Strive Inc., a technology firm listed on the Nasdaq under ticker STRV, experienced a dramatic drop in the market value of its digital‑credit instruments, STRC and SATA, on Thursday, June 19, 2026. The fall, which sent the two securities into the low‑90s and near the 52‑week low for STRC, was attributed by the company’s CEO, Matt Cole, to forced liquidations of leveraged positions rather than any deterioration in the issuer’s fundamentals.

What Happened on June 19?

According to multiple outlets—including The Block, BitRss, and Blockonomi—Cole stated that margin calls triggered a chain of liquidations that cascaded through the trading venues where STRC and SATA were listed. The event was described as “the most difficult day in the history of digital credit,” with STRC briefly falling to $82.50 before rebounding and SATA slipping into the low‑90s before recovering. The company emphasized that its dividend reserves and capital structure remained intact during the episode.

The sudden sell‑off coincided with a broader decline in preferred‑stock valuations within the Bitcoin‑focused ecosystem. STRC, a “Stretch” preferred stock designed to deliver a high dividend while maintaining a price near $100, had already closed the day before at $89, its lowest level in at least 52 weeks, according to The Block and Yahoo Finance. The same instrument’s record lows raised concerns among investors about the sustainability of its yield, especially in the context of rising fixed obligations and the company’s debt profile.

Market Response and Analyst Commentary

Following the intraday plunge, TalkMarkets highlighted that the drop intensified pressure on STRC, potentially forcing the company to sell Bitcoin or common shares to restore confidence. Chief Investment Officer Jeff Dorman of Arca warned that the firm might need to liquidate part of its Bitcoin holdings to support the preferred stock’s stability.

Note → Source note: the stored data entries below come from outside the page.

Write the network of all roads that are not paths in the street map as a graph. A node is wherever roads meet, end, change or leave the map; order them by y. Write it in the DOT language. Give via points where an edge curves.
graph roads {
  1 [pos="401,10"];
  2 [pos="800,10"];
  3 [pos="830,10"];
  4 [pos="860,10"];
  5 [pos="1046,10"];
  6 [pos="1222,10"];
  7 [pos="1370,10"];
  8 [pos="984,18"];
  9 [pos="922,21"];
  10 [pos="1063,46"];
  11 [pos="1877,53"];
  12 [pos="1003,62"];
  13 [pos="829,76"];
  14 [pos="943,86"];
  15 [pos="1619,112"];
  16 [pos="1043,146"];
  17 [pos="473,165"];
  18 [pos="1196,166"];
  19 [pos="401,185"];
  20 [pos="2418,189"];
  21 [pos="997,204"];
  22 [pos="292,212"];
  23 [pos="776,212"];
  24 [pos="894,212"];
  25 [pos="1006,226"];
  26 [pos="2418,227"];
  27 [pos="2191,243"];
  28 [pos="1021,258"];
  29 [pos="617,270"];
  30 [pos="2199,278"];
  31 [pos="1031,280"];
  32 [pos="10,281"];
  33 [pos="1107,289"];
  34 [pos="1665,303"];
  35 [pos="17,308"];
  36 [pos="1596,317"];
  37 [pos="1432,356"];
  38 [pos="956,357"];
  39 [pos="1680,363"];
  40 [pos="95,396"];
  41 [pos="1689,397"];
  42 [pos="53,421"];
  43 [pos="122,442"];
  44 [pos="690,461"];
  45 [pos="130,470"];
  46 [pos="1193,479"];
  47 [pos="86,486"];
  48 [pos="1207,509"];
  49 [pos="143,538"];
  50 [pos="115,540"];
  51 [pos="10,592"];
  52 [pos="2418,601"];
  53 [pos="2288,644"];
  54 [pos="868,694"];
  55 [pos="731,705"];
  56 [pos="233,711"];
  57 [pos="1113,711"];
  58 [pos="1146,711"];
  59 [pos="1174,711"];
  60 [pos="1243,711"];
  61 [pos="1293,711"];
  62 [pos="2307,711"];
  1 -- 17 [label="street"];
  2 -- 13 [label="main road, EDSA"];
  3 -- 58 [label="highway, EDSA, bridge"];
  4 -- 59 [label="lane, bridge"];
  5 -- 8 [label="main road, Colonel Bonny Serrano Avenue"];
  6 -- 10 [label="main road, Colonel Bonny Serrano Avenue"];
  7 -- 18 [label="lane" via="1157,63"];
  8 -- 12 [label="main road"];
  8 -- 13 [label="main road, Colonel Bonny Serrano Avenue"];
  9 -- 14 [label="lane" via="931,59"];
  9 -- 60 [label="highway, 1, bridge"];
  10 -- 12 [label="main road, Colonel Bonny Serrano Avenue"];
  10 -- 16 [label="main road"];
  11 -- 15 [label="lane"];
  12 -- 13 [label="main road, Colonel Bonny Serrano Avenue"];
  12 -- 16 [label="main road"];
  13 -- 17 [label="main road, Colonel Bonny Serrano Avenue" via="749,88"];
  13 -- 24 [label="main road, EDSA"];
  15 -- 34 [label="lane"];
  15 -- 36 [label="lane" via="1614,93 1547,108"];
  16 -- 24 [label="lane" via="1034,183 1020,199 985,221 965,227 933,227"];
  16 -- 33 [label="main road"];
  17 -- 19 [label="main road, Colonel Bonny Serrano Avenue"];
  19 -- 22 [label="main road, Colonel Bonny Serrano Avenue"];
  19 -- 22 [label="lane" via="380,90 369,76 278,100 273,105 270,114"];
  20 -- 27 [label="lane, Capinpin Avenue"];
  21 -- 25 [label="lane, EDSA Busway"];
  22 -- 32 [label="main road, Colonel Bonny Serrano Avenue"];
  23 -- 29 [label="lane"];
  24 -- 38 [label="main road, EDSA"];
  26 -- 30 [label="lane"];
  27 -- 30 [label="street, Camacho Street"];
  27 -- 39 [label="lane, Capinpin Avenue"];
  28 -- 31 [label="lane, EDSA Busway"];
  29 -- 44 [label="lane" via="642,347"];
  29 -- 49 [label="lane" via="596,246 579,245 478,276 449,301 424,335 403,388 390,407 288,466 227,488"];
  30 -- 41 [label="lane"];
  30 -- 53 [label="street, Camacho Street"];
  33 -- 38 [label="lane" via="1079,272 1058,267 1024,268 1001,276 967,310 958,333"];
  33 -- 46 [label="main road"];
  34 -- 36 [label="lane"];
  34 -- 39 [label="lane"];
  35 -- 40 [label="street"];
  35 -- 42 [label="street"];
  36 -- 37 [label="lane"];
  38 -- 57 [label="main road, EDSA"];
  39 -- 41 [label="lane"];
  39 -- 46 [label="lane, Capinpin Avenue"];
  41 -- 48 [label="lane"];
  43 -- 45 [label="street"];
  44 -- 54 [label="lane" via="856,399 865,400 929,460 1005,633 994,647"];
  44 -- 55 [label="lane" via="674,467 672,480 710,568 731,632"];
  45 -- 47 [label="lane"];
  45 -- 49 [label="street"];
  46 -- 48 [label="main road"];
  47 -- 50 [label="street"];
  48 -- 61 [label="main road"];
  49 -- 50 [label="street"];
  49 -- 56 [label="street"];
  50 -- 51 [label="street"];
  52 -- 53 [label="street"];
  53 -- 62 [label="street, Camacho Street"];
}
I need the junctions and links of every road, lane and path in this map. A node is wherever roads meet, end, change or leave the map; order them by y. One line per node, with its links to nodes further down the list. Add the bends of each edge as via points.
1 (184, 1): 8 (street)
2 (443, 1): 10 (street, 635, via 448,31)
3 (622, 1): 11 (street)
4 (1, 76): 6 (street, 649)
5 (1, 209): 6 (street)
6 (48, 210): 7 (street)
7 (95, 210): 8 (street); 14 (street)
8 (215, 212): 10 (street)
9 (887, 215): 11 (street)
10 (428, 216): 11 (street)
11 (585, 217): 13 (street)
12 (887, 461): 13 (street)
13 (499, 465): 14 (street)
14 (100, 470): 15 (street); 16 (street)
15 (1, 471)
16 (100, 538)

Meanwhile, Blockonomi drew parallels between the current liquidation and past Treasury‑trade unwinds, suggesting that the market’s reaction was more about leverage mechanics than credit risk. Despite the volatility, the digital‑credit tokens recovered within the trading day, indicating that the market had absorbed the shock but remained cautious.

Company Overview

Strive Inc. is a technology entity operating in the health‑care sector, primarily offering social‑media marketing and content delivery services across various platforms. The company also designs, develops, and manages server communities for U.S. customers and can be accessed through its website at www.assetentities.com . Since its IPO on February 2, 2023, Strive has traded on the Nasdaq, with a closing price of $14.85 on June 17, 2026. The firm’s market capitalization stands at approximately $1.23 billion, and its 52‑week range spans from $7.02 to $252. The current price‑to‑earnings ratio of ‑0.895 reflects the company’s ongoing challenges in generating earnings consistent with its valuation.

Outlook

The incident underscores the fragility of digital‑credit instruments that rely on leveraged positions, especially when tied to volatile assets such as Bitcoin. While Strive’s leadership has clarified that the liquidity shock did not stem from credit problems, investors will continue to monitor the firm’s debt levels, dividend policy, and the stability of its preferred‑stock structure. As the digital‑credit market evolves, the events of June 19 may serve as a benchmark for how leveraged liquidation risks are managed and communicated by issuers operating at the intersection of technology and finance.